Todos, usuarios, peatones y automovilistas, padecemos diariamente los efectos de este caos, todos coincidimos en la urgencia de corregir, de una vez por todas, este problema. Sin embargo, la actuación de las autoridades es siempre cautelosa y tímida, ofreciendo dialogo y acuerdos con los concesionarios; incluso frente a bloqueos y plantones, la respuesta oficial es casi siempre de negociación.

En pocas palabras, tolerancia. ¿Pero se justifica, en este caso, aún pasando por encima de los derechos de la mayoría y del total desacato a la mínima norma? ¿La tolerancia es una herramienta para soluciones futuras? ¿Hasta qué momento entonces, qué circunstancias son las más propicias para sustituir tolerancia por exigencia?

Lo cierto es que nuestros gobiernos, con escasas excepciones, utilizan el recurso “lucidor” de la tolerancia para no asumir compromisos claros, para eludir decisiones concretas, para disimular ineficiencias, para protegerse de costos políticos o para esconder las verdaderas razones de los conflictos y la manera legítima de resolverlos.

Lo cierto es que las oposiciones, de todos colores, con escasas excepciones, utilizan el argumento “políticamente correcto” de la tolerancia para condenar cualquier intento, válido o no, para hacer respetar la ley y proteger los derechos de terceros.

Pero una cosa es reprimir, abusar y usar la fuerza pública con exceso y otra, muy distinta, hacer respetar la ley con firmeza y sin distingos de ningún tipo.

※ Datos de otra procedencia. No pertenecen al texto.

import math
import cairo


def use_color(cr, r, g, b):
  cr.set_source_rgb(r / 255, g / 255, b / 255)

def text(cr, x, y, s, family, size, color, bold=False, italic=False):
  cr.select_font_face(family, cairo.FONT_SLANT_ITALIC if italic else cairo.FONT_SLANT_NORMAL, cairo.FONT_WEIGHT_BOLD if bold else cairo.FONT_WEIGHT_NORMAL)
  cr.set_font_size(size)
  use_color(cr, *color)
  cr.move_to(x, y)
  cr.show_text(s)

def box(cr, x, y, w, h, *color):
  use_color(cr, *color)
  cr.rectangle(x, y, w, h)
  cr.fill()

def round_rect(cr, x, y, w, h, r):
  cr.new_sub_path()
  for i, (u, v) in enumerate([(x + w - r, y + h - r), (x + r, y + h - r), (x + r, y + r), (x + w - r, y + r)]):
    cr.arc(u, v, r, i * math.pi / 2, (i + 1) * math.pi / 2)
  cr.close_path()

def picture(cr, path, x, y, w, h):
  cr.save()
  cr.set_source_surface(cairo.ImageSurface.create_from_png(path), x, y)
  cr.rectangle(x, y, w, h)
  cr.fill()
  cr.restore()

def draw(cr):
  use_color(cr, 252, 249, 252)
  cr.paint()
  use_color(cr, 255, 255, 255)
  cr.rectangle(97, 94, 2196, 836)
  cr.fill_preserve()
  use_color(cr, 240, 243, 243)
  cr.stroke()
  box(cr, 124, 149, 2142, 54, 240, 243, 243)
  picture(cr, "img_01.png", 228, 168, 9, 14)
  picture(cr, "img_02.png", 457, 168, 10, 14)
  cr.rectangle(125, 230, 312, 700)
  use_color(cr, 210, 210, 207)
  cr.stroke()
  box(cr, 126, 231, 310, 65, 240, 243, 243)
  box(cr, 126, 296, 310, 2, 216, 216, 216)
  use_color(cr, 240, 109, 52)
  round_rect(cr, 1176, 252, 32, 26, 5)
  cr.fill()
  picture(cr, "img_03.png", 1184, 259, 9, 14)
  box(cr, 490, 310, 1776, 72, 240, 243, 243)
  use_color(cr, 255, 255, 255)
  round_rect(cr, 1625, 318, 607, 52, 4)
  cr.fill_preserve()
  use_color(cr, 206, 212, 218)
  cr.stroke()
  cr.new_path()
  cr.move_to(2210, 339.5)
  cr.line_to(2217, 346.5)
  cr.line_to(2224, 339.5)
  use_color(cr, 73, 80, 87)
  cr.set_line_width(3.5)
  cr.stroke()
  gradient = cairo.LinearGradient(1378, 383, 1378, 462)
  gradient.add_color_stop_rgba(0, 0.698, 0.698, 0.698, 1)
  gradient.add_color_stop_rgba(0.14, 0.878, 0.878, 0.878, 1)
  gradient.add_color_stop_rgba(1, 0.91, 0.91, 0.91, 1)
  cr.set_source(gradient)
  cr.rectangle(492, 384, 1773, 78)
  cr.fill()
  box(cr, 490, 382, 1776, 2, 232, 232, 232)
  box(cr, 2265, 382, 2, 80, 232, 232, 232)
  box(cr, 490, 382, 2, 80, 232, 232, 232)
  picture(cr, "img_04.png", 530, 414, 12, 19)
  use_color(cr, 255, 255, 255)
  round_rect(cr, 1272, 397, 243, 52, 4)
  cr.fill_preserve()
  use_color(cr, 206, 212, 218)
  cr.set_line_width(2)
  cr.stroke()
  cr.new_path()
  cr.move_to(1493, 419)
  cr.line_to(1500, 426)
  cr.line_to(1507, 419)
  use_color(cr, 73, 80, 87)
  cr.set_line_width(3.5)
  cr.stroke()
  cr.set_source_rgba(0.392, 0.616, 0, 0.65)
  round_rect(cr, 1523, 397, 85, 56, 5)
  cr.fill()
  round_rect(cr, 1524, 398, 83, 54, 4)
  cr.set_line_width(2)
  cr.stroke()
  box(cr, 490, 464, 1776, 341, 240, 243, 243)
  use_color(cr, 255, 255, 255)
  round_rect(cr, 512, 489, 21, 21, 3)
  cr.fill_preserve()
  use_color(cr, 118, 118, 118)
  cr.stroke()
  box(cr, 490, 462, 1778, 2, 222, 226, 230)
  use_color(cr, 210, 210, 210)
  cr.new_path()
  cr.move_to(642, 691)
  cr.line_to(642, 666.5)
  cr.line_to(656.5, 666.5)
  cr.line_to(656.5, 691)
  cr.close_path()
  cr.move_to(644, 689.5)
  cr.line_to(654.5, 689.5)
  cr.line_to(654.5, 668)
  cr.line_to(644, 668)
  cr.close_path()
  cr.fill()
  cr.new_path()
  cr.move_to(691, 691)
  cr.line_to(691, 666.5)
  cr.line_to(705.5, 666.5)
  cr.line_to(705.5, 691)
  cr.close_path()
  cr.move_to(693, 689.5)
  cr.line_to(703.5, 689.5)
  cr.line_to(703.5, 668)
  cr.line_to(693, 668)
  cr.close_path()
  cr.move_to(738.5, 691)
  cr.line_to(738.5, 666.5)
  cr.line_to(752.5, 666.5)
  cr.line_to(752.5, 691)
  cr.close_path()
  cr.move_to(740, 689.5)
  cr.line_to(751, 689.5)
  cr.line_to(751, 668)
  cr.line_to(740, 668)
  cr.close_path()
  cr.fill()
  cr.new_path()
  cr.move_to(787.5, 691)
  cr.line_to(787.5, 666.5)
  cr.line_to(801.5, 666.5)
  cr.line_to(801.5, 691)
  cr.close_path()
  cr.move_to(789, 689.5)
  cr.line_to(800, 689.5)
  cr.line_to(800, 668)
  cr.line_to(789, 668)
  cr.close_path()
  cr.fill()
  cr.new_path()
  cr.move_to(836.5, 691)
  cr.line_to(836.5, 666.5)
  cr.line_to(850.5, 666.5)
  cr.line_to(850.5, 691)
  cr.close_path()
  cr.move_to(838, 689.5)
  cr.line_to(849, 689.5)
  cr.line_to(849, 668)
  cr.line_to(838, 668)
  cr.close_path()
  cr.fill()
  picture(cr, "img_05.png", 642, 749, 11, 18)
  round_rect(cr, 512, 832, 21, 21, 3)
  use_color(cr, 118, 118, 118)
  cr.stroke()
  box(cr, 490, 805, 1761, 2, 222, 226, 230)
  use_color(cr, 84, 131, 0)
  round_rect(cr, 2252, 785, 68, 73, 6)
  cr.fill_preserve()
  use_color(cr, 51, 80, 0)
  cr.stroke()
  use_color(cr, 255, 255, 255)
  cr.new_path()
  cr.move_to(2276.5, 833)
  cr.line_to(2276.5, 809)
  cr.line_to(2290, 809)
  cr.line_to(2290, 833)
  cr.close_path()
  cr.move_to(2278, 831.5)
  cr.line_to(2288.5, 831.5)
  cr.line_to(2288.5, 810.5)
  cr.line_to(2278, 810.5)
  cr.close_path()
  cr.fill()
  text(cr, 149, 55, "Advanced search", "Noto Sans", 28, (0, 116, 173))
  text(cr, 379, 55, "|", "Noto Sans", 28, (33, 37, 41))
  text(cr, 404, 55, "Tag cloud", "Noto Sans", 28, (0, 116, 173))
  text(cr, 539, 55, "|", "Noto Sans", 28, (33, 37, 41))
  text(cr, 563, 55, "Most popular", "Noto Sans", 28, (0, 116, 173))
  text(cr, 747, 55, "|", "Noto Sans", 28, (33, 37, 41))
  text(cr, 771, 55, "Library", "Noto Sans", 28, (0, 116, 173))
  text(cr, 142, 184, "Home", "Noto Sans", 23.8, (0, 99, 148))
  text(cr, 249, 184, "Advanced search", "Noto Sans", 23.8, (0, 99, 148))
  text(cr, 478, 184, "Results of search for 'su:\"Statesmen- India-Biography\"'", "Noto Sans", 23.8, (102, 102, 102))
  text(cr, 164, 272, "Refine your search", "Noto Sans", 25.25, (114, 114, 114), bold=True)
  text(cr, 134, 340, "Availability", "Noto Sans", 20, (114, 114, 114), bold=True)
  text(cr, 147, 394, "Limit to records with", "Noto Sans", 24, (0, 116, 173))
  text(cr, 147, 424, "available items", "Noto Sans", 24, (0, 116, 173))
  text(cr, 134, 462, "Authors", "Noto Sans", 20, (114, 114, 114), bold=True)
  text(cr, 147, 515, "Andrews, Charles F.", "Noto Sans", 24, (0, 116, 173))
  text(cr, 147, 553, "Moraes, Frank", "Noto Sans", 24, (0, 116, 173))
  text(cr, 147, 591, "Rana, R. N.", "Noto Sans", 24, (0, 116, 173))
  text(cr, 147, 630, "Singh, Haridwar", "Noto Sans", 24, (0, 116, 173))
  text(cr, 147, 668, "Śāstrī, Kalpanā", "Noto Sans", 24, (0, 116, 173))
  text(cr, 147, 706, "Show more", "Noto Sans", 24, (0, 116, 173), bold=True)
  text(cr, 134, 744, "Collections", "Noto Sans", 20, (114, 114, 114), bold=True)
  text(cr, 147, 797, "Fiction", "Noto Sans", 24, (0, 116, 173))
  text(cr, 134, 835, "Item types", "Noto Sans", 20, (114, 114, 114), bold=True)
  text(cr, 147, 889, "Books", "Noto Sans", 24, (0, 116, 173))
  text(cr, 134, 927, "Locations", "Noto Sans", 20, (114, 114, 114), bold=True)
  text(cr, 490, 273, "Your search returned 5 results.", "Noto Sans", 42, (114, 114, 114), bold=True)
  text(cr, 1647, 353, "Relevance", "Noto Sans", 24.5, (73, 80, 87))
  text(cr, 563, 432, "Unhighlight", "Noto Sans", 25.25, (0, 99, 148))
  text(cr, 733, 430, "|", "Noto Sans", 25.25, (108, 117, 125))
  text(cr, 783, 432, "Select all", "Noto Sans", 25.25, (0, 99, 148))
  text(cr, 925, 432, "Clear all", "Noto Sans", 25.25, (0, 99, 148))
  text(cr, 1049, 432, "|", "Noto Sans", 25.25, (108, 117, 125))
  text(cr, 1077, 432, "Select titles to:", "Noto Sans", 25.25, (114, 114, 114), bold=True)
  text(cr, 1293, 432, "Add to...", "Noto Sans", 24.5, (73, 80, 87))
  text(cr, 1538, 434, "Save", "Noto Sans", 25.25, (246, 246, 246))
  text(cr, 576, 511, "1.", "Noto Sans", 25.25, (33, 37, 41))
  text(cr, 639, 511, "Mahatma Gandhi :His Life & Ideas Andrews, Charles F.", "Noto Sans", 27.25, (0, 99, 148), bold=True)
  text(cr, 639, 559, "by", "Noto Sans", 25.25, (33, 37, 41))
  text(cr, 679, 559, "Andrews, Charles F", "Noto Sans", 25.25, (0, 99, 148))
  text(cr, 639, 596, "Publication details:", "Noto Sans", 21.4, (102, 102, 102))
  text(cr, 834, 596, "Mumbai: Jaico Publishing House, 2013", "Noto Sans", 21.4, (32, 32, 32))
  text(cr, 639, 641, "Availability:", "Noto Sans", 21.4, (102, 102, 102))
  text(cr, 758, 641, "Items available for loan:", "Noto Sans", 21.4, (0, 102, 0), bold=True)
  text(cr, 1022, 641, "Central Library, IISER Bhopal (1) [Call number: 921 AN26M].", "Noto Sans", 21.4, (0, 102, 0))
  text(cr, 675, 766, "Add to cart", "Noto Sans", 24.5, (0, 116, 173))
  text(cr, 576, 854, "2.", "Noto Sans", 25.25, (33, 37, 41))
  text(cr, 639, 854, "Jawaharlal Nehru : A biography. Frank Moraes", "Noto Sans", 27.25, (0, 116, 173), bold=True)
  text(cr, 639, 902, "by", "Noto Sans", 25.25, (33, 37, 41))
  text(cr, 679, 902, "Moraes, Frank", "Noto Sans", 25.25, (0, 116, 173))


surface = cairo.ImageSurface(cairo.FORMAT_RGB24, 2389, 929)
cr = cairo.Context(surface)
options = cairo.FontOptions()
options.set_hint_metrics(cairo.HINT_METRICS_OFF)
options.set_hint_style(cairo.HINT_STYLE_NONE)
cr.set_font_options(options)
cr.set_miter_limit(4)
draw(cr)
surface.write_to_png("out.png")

Diversos estudios de opinión publica, realizados este año, coinciden en que cerca de la mitad de los mexicanos se declara en favor de un líder autoritario. Aunque el dato preocupa, creo que se explica a partir de tres datos adicionales: seis de cada diez mexicanos no están satisfechos con la democracia; siete de cada diez piensan que en el país reina la ilegalidad; y el 72 por ciento cree que el país está controlado por unos cuantos intereses.

Si la percepción que la sociedad mexicana tiene de su realidad es de desorden, impunidad, ingobernabilidad, corrupción, inmovilidad y crisis, es natural que sus opiniones políticas se muevan en sentido opuesto. Es más, no deja de llamar la atención, en esos mismos estudios, que aunque para una tercera parte de la población lo importante no es el orden, tres cuartas partes afirma tener respeto a la autoridad.

Es cierto, muchos de nuestros gobernantes se armarían de valor a la hora de tomar decisiones difíciles, si contaran con el respaldo y la participación de la sociedad. El problema es que, como señaló el periodista Raymundo Riva Palacio la semana pasada en estas páginas, “los mexicanos hablamos mucho pero actuamos poco, o más bien, poquísimo”.